## Records supplied

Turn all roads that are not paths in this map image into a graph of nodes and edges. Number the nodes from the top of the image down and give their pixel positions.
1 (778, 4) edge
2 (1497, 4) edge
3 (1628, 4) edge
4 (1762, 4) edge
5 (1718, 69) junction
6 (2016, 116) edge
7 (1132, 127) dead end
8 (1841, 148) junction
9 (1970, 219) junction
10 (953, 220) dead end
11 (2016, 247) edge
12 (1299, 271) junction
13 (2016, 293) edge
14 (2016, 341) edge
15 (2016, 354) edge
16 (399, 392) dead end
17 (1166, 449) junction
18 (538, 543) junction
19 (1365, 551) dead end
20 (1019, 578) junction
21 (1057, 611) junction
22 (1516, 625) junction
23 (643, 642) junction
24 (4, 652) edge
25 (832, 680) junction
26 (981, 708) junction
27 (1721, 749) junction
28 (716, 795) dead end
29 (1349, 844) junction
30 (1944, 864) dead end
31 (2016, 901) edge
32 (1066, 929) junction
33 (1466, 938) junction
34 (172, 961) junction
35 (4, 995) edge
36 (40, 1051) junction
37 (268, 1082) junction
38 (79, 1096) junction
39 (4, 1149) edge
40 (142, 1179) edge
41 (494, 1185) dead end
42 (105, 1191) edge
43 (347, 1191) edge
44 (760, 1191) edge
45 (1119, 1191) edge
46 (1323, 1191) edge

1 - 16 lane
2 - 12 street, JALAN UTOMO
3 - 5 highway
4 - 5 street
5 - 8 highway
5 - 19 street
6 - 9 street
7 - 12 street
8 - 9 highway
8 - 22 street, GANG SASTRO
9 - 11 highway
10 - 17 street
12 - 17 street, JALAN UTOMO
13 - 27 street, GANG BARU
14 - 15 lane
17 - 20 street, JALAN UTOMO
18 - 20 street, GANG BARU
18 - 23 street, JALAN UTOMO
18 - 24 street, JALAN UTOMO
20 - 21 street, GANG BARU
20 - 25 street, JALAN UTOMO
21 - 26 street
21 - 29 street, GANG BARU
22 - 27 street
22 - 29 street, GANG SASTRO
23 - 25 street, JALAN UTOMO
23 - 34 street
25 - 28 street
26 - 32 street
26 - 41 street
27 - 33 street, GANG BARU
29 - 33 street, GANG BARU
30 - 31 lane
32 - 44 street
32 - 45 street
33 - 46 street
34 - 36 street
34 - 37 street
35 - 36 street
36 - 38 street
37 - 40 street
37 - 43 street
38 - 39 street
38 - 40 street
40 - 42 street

## What you have to do
Check each line of the entries above, and show every one holding the word "SASTRO".

## Expected answer
8 - 22 street, GANG SASTRO
22 - 29 street, GANG SASTRO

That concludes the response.